Problem to work on >> The answer consists only of the lines from the beginning of the listing below to the line holding "Which roads connect", inclusive, with every picture removed.

Exercise data >>
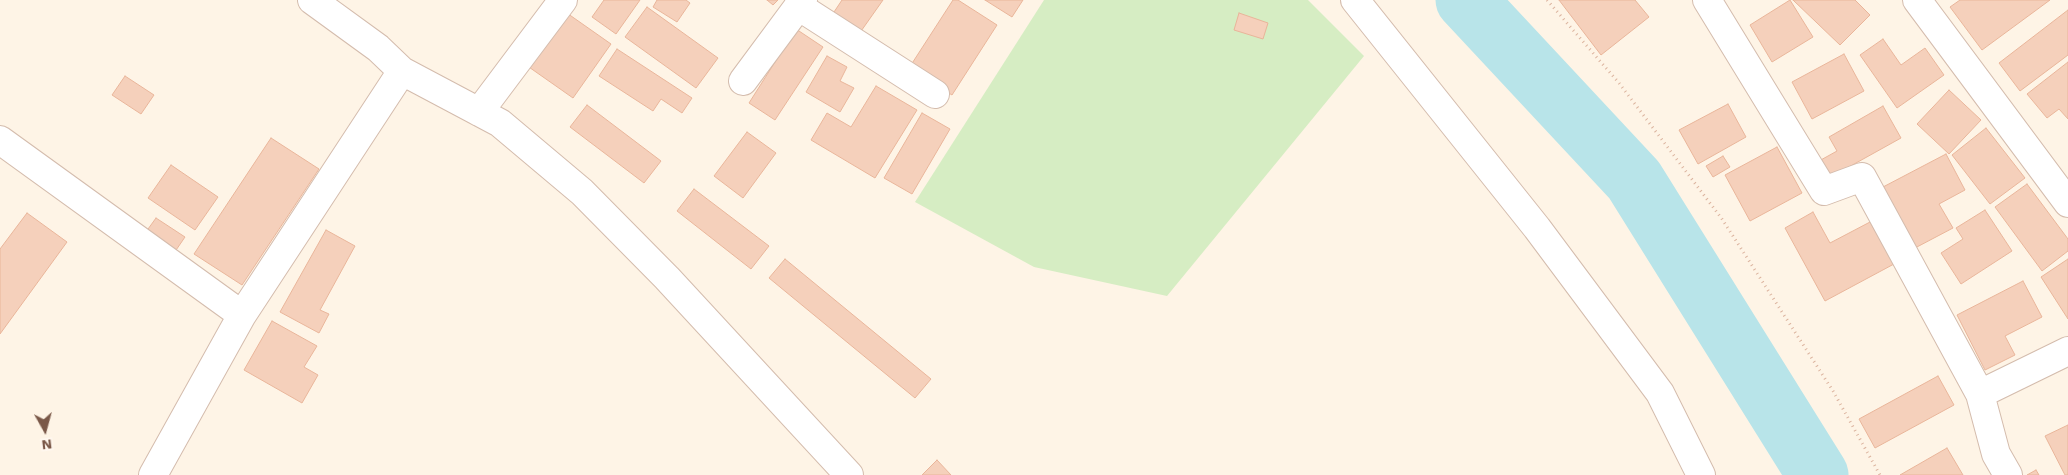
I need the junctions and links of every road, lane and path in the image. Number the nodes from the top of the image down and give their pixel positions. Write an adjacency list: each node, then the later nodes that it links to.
1 (312, 0): 8 (street)
2 (562, 0): 11 (street)
3 (1355, 0): 19 (street)
4 (1547, 0): 20 (path)
5 (1707, 0): 16 (street)
6 (1917, 0): 13 (street)
7 (800, 3): 9 (street); 10 (street)
8 (402, 71): 11 (street); 14 (street)
9 (743, 81)
10 (935, 94)
11 (478, 112): 18 (street)
12 (0, 140): 14 (street)
13 (2068, 203)
14 (242, 315): 17 (street)
15 (2068, 352): 16 (street)
16 (1980, 394): 21 (street)
17 (152, 475)
18 (849, 475)
19 (1701, 475)
20 (1880, 475)
21 (2008, 475)

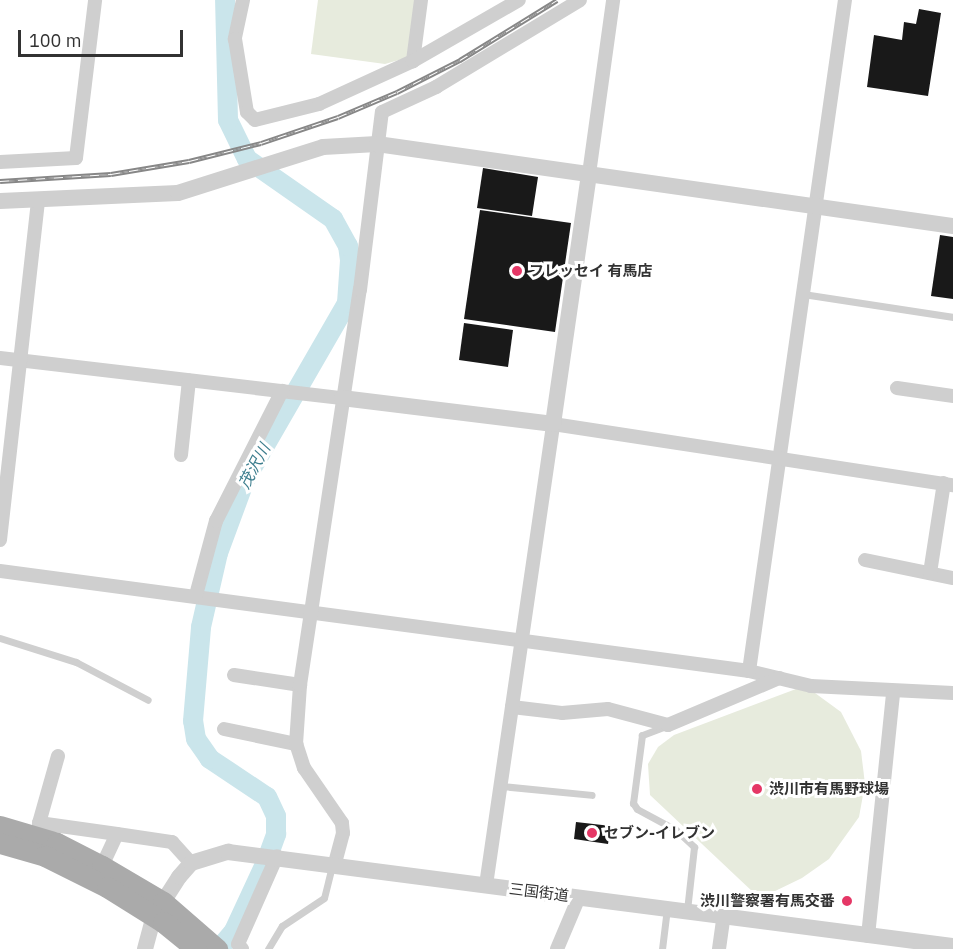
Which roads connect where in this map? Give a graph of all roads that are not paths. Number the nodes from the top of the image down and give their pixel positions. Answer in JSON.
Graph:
{"nodes":[{"id":1,"x":95,"y":0,"type":"edge"},
{"id":2,"x":243,"y":0,"type":"edge"},
{"id":3,"x":421,"y":0,"type":"edge"},
{"id":4,"x":519,"y":0,"type":"edge"},
{"id":5,"x":580,"y":0,"type":"edge"},
{"id":6,"x":613,"y":0,"type":"edge"},
{"id":7,"x":845,"y":0,"type":"edge"},
{"id":8,"x":413,"y":62,"type":"junction"},
{"id":9,"x":377,"y":144,"type":"junction"},
{"id":10,"x":0,"y":162,"type":"edge"},
{"id":11,"x":589,"y":174,"type":"junction"},
{"id":12,"x":0,"y":201,"type":"edge"},
{"id":13,"x":38,"y":201,"type":"junction"},
{"id":14,"x":816,"y":205,"type":"junction"},
{"id":15,"x":953,"y":226,"type":"edge"},
{"id":16,"x":803,"y":294,"type":"junction"},
{"id":17,"x":953,"y":317,"type":"edge"},
{"id":18,"x":0,"y":358,"type":"edge"},
{"id":19,"x":21,"y":360,"type":"junction"},
{"id":20,"x":189,"y":380,"type":"junction"},
{"id":21,"x":897,"y":388,"type":"dead end"},
{"id":22,"x":282,"y":391,"type":"junction"},
{"id":23,"x":953,"y":396,"type":"edge"},
{"id":24,"x":342,"y":398,"type":"junction"},
{"id":25,"x":553,"y":424,"type":"junction"},
{"id":26,"x":181,"y":455,"type":"dead end"},
{"id":27,"x":780,"y":459,"type":"junction"},
{"id":28,"x":949,"y":484,"type":"edge"},
{"id":29,"x":0,"y":540,"type":"edge"},
{"id":30,"x":865,"y":560,"type":"dead end"},
{"id":31,"x":0,"y":571,"type":"edge"},
{"id":32,"x":930,"y":573,"type":"junction"},
{"id":33,"x":953,"y":578,"type":"edge"},
{"id":34,"x":198,"y":595,"type":"junction"},
{"id":35,"x":311,"y":610,"type":"junction"},
{"id":36,"x":0,"y":638,"type":"edge"},
{"id":37,"x":522,"y":640,"type":"junction"},
{"id":38,"x":749,"y":671,"type":"junction"},
{"id":39,"x":234,"y":675,"type":"dead end"},
{"id":40,"x":779,"y":678,"type":"junction"},
{"id":41,"x":300,"y":685,"type":"junction"},
{"id":42,"x":893,"y":692,"type":"junction"},
{"id":43,"x":953,"y":693,"type":"edge"},
{"id":44,"x":148,"y":700,"type":"dead end"},
{"id":45,"x":512,"y":706,"type":"junction"},
{"id":46,"x":668,"y":725,"type":"junction"},
{"id":47,"x":224,"y":729,"type":"dead end"},
{"id":48,"x":297,"y":744,"type":"junction"},
{"id":49,"x":58,"y":756,"type":"dead end"},
{"id":50,"x":501,"y":786,"type":"junction"},
{"id":51,"x":592,"y":795,"type":"dead end"},
{"id":52,"x":0,"y":826,"type":"edge"},
{"id":53,"x":117,"y":834,"type":"junction"},
{"id":54,"x":0,"y":843,"type":"edge"},
{"id":55,"x":269,"y":855,"type":"junction"},
{"id":56,"x":191,"y":863,"type":"junction"},
{"id":57,"x":334,"y":863,"type":"junction"},
{"id":58,"x":102,"y":866,"type":"junction"},
{"id":59,"x":486,"y":885,"type":"junction"},
{"id":60,"x":579,"y":897,"type":"junction"},
{"id":61,"x":668,"y":908,"type":"junction"},
{"id":62,"x":158,"y":909,"type":"junction"},
{"id":63,"x":687,"y":910,"type":"junction"},
{"id":64,"x":724,"y":915,"type":"junction"},
{"id":65,"x":868,"y":936,"type":"junction"},
{"id":66,"x":953,"y":946,"type":"edge"},
{"id":67,"x":208,"y":947,"type":"edge"},
{"id":68,"x":145,"y":949,"type":"edge"},
{"id":69,"x":243,"y":949,"type":"edge"},
{"id":70,"x":268,"y":949,"type":"edge"},
{"id":71,"x":557,"y":949,"type":"edge"},
{"id":72,"x":662,"y":949,"type":"edge"},
{"id":73,"x":719,"y":949,"type":"edge"}],
"edges":[{"from":1,"to":10,"type":"street"},
{"from":2,"to":8,"type":"street"},
{"from":3,"to":8,"type":"street"},
{"from":4,"to":8,"type":"street"},
{"from":5,"to":9,"type":"street"},
{"from":6,"to":11,"type":"street"},
{"from":7,"to":14,"type":"street"},
{"from":9,"to":11,"type":"street"},
{"from":9,"to":13,"type":"street"},
{"from":9,"to":24,"type":"street"},
{"from":11,"to":14,"type":"street"},
{"from":11,"to":25,"type":"street"},
{"from":12,"to":13,"type":"street"},
{"from":13,"to":19,"type":"street"},
{"from":14,"to":15,"type":"street"},
{"from":14,"to":16,"type":"street"},
{"from":16,"to":17,"type":"lane"},
{"from":16,"to":27,"type":"street"},
{"from":18,"to":19,"type":"street"},
{"from":19,"to":20,"type":"street"},
{"from":19,"to":29,"type":"street"},
{"from":20,"to":22,"type":"street"},
{"from":20,"to":26,"type":"street"},
{"from":21,"to":23,"type":"street"},
{"from":22,"to":24,"type":"street"},
{"from":22,"to":34,"type":"street"},
{"from":24,"to":25,"type":"street"},
{"from":24,"to":35,"type":"street"},
{"from":25,"to":27,"type":"street"},
{"from":25,"to":37,"type":"street"},
{"from":27,"to":28,"type":"street"},
{"from":27,"to":38,"type":"street"},
{"from":28,"to":32,"type":"street"},
{"from":30,"to":32,"type":"street"},
{"from":31,"to":34,"type":"street"},
{"from":32,"to":33,"type":"street"},
{"from":34,"to":35,"type":"street"},
{"from":35,"to":37,"type":"street"},
{"from":35,"to":41,"type":"street"},
{"from":36,"to":44,"type":"lane"},
{"from":37,"to":38,"type":"street"},
{"from":37,"to":45,"type":"street"},
{"from":38,"to":40,"type":"street"},
{"from":39,"to":41,"type":"street"},
{"from":40,"to":42,"type":"street"},
{"from":40,"to":46,"type":"street"},
{"from":41,"to":48,"type":"street"},
{"from":42,"to":43,"type":"street"},
{"from":42,"to":65,"type":"street"},
{"from":45,"to":46,"type":"street"},
{"from":45,"to":50,"type":"street"},
{"from":46,"to":63,"type":"lane"},
{"from":47,"to":48,"type":"street"},
{"from":48,"to":57,"type":"street"},
{"from":49,"to":53,"type":"street"},
{"from":50,"to":51,"type":"lane"},
{"from":50,"to":59,"type":"street"},
{"from":52,"to":58,"type":"main road"},
{"from":53,"to":56,"type":"street"},
{"from":53,"to":58,"type":"street"},
{"from":54,"to":62,"type":"main road"},
{"from":55,"to":56,"type":"street","name":"三国街道"},
{"from":55,"to":57,"type":"street","name":"三国街道"},
{"from":55,"to":69,"type":"street"},
{"from":56,"to":62,"type":"street"},
{"from":57,"to":59,"type":"street","name":"三国街道"},
{"from":57,"to":70,"type":"lane"},
{"from":58,"to":62,"type":"main road"},
{"from":59,"to":60,"type":"street","name":"三国街道"},
{"from":60,"to":61,"type":"street","name":"三国街道"},
{"from":60,"to":71,"type":"street"},
{"from":61,"to":63,"type":"street","name":"三国街道"},
{"from":61,"to":72,"type":"lane"},
{"from":62,"to":67,"type":"main road"},
{"from":62,"to":68,"type":"street"},
{"from":63,"to":64,"type":"street","name":"三国街道"},
{"from":64,"to":65,"type":"street","name":"三国街道"},
{"from":64,"to":73,"type":"street"},
{"from":65,"to":66,"type":"street","name":"三国街道"}]}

Answer for the task >>
I need the junctions and links of every road, lane and path in the image. Number the nodes from the top of the image down and give their pixel positions. Write an adjacency list: each node, then the later nodes that it links to.
1 (312, 0): 8 (street)
2 (562, 0): 11 (street)
3 (1355, 0): 19 (street)
4 (1547, 0): 20 (path)
5 (1707, 0): 16 (street)
6 (1917, 0): 13 (street)
7 (800, 3): 9 (street); 10 (street)
8 (402, 71): 11 (street); 14 (street)
9 (743, 81)
10 (935, 94)
11 (478, 112): 18 (street)
12 (0, 140): 14 (street)
13 (2068, 203)
14 (242, 315): 17 (street)
15 (2068, 352): 16 (street)
16 (1980, 394): 21 (street)
17 (152, 475)
18 (849, 475)
19 (1701, 475)
20 (1880, 475)
21 (2008, 475)

Which roads connect where in this map? Give a graph of all roads that are not paths. Number the nodes from the top of the image down and give their pixel positions. Answer in JSON.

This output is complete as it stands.